Chlamydia trachomatis disturbs epithelial tissue homeostasis in fallopian tubes via paracrine Wnt signaling.

The obligate intracellular pathogen Chlamydia trachomatis (Ctr) is a major cause of sexually transmitted disease and infertility worldwide. Ascending genital infections cause inflammation of fallopian tubes and subsequent scarring and occlusion. The cellular basis for such sequelae remains undetermined. We used confocal immunofluorescence microscopy to show that Ctr disrupts epithelial homeostasis in an ex vivo infection model of human fallopian tubes. Ctr triggered loss of polarity of inclusion harboring cells and of neighboring uninfected cells, as shown by subcellular redistribution of adhesion and polarity (occludin) markers. ß-catenin (a component of the adherens junction and a Wnt signaling transducer) was recruited to the bacterial inclusion, suggesting a role for Wnt signaling in Ctr-mediated tissue damage. Comparative microarray analysis of infected epithelium in the presence of the Wnt secretion inhibitor (IWP2) demonstrated that the transcriptional response to Ctr infection was highly dependent on active Wnt secretion, moreover IWP2 reversed Ctr-induced tissue phenotypes. Notably, we observed the up-regulation of differentiation and proliferation biomarkers olfactomedin 4 and epithelial cell adhesion molecule, and also Ctr-induced proteolytic activation of epithelial cell adhesion molecule. Thus, acute Ctr infection activates the paracrine Wnt signaling pathway, leading to profound disruption of epithelial structure and function that facilitates the dissemination of damage beyond that of infected cells.

Tarp regulates early Chlamydia-induced host cell survival through interactions with the human adaptor protein SHC1.

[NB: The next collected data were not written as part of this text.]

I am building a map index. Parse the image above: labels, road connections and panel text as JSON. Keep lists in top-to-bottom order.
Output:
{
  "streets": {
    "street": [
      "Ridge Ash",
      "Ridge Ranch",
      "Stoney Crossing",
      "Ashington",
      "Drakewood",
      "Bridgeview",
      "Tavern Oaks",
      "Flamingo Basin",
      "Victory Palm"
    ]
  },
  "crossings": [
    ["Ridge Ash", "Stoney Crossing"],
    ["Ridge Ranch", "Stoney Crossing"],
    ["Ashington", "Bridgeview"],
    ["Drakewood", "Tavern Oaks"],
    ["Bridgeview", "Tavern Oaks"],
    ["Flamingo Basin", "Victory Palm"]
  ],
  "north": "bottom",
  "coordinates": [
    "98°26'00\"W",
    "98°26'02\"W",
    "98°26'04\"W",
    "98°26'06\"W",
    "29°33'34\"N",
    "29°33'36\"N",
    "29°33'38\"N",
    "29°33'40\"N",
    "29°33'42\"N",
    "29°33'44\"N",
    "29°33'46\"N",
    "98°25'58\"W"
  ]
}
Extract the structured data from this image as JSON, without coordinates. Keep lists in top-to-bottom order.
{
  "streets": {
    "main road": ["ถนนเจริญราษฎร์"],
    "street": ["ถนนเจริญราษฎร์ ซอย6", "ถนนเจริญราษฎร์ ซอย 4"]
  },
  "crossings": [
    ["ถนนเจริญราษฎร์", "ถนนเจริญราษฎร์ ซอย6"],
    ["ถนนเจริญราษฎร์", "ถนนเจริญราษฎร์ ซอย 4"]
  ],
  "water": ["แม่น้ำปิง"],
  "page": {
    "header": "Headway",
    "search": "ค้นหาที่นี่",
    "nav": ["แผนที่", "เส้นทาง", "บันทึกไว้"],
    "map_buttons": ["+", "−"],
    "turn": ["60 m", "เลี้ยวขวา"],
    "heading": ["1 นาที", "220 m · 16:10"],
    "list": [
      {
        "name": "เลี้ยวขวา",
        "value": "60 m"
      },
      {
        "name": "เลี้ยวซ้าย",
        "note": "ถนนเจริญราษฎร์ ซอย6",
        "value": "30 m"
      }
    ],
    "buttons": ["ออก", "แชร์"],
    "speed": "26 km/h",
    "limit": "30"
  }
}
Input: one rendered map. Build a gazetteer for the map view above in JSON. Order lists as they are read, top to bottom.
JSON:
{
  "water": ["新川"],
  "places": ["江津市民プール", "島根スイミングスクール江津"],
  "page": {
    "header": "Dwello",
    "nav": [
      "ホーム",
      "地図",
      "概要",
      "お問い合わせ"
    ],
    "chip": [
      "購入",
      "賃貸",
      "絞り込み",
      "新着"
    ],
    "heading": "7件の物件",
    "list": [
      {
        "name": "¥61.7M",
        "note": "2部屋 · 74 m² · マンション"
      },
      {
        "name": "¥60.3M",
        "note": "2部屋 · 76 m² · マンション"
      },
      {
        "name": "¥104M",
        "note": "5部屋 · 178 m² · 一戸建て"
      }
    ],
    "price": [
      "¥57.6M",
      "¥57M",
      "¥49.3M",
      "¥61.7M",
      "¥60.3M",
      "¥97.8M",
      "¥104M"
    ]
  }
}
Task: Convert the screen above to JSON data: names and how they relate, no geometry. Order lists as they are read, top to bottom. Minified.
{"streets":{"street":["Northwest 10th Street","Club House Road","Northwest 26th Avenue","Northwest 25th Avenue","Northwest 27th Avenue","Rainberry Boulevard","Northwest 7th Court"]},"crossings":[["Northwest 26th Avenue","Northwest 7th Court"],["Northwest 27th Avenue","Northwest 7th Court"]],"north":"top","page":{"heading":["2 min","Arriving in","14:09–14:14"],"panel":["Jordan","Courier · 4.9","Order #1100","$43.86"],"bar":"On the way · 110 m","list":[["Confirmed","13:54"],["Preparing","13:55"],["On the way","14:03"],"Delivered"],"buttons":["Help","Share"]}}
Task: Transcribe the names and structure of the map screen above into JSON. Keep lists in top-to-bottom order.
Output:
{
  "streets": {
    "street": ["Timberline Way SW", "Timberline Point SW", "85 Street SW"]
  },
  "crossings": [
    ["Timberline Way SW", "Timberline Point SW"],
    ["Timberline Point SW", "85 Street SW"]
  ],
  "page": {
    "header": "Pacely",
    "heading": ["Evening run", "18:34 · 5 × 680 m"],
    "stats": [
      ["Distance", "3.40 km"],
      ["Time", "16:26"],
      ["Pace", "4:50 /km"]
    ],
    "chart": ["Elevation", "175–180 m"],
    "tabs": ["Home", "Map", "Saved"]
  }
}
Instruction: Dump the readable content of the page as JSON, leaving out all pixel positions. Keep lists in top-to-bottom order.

Many bacterial pathogens translocate effector proteins into host cells to manipulate host cell functions. Here, we used a protein microarray comprising virtually all human SRC homology 2 (SH2) and phosphotyrosine binding domains to comprehensively and quantitatively assess interactions between host cell proteins and the early phase Chlamydia trachomatis effector protein translocated actin-recruiting phosphoprotein (Tarp), which is rapidly tyrosine phosphorylated upon host cell entry. We discovered numerous novel interactions between human SH2 domains and phosphopeptides derived from Tarp. The adaptor protein SHC1 was among Tarp's strongest interaction partners. Transcriptome analysis of SHC1-dependent gene regulation during infection indicated that SHC1 regulates apoptosis- and growth-related genes. SHC1 knockdown sensitized infected host cells to tumor necrosis factor-induced apoptosis. Collectively, our findings reveal a critical role for SHC1 in early C. trachomatis-induced cell survival and suggest that Tarp functions as a multivalent phosphorylation-dependent signaling hub that is important during the early phase of chlamydial infection.